Today’s psychology podcast episode has been sponsored by Working With Children and Young People: A Guide To Clinical Psychology, Mental Health and Psychotherapy. Available from all major eBook retailers and you can order the paperback and hardback copies from Amazon, your local bookstore and local library, if you request it. Also available as an AI-narrated audiobook from selected audiobook platforms and library systems. For example, Kobo, Spotify, Barnes and Noble, Google Play, Overdrive, Baker and Taylor and Bibliotheca.


Note: I do apologise in advance if anything in this podcast episode is worded clumsy. I am privileged that I do not have a chronic illness so I do not have lived experience of these conditions. Everything in this episode is based on what I have read and witnessed and heard from friends and my partner.


What Is Chronic Illness?

Chronic illness is when a person has a condition that lasts for at least a year and it requires ongoing medical care or the condition consistently limits what a person can do on a daily basis. For example, chronic illnesses can include asthma, lung disease, cancer, heart disease, diabetes, stroke, chronic fatigue syndrome amongst others. I’ve known friends with chronic fatigue to be so exhausted and tired that all they can do is lie in bed all day, so this is an example of how a chronic condition can limit your daily activities.

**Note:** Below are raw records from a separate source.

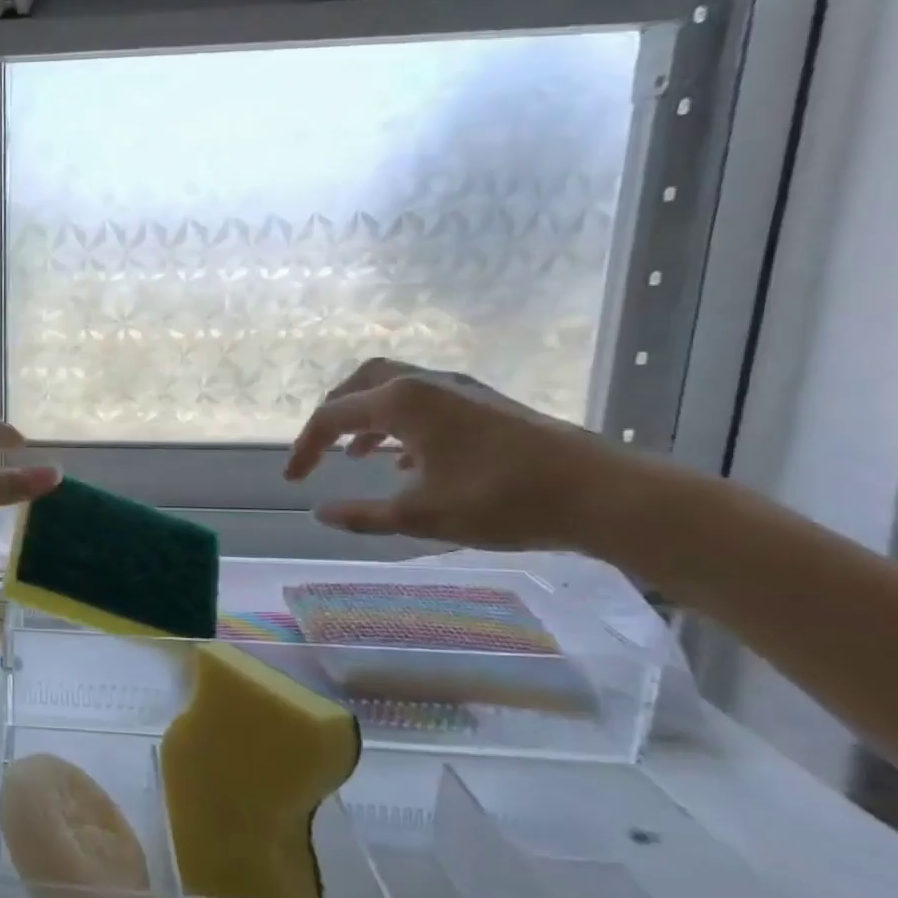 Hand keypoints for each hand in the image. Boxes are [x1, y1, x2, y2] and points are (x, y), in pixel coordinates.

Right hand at [283, 358, 629, 549]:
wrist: (603, 494)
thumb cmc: (501, 501)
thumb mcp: (419, 515)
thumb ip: (361, 514)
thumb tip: (319, 512)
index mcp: (402, 402)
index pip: (332, 416)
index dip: (305, 447)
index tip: (293, 480)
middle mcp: (426, 383)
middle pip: (360, 382)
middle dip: (333, 414)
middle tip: (320, 448)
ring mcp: (460, 389)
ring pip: (395, 388)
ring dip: (367, 417)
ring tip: (356, 455)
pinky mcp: (486, 403)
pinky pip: (424, 401)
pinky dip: (400, 423)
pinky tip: (406, 459)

In addition, tens of millions of adults in the United States live with a chronic illness and a lot of them actually have at least two chronic illnesses. And having a chronic illness typically requires you to undergo a lot of lifestyle changes that can be challenging and stressful. For example, with a chronic illness, you have to manage new diets, new exercise regimens, a demanding checkup schedule, medication and limits on your social life, your work and your travel.


All of these challenges and stressors can lead to anxiety, anger and sometimes depression.


And that’s why I wanted to talk about chronic illness this week.


From time to time in my clinical psychology lectures, I’ve heard about clinical psychologists working in medical settings to help people with chronic conditions, like chronic pain. I’ve always thought that this was fascinating and interesting but because I’m really busy, I’ve never thought about it that much. Mainly, this is due to my privilege that I do not have a chronic health condition so I don’t need to look into this area of psychology.


Until last week.


Last week, I was hanging out with my partner at the Dungeons and Dragons game that our friend runs and there are normally a lot of us there. Afterwards, a few of us go out for dinner, me and my partner spend the entire time talking and we basically blank everyone else and then we hang out afterwards. Normally, by talking outside their accommodation for 30-minutes at least. Yet last week, dinner had finished early and we didn’t play board games like we normally do with our friendship group, so me and my partner were going to hang out at mine. Until my partner’s chronic pain and other chronic health conditions kicked in and they expereinced loss of interest and pleasure and their mental health just dropped.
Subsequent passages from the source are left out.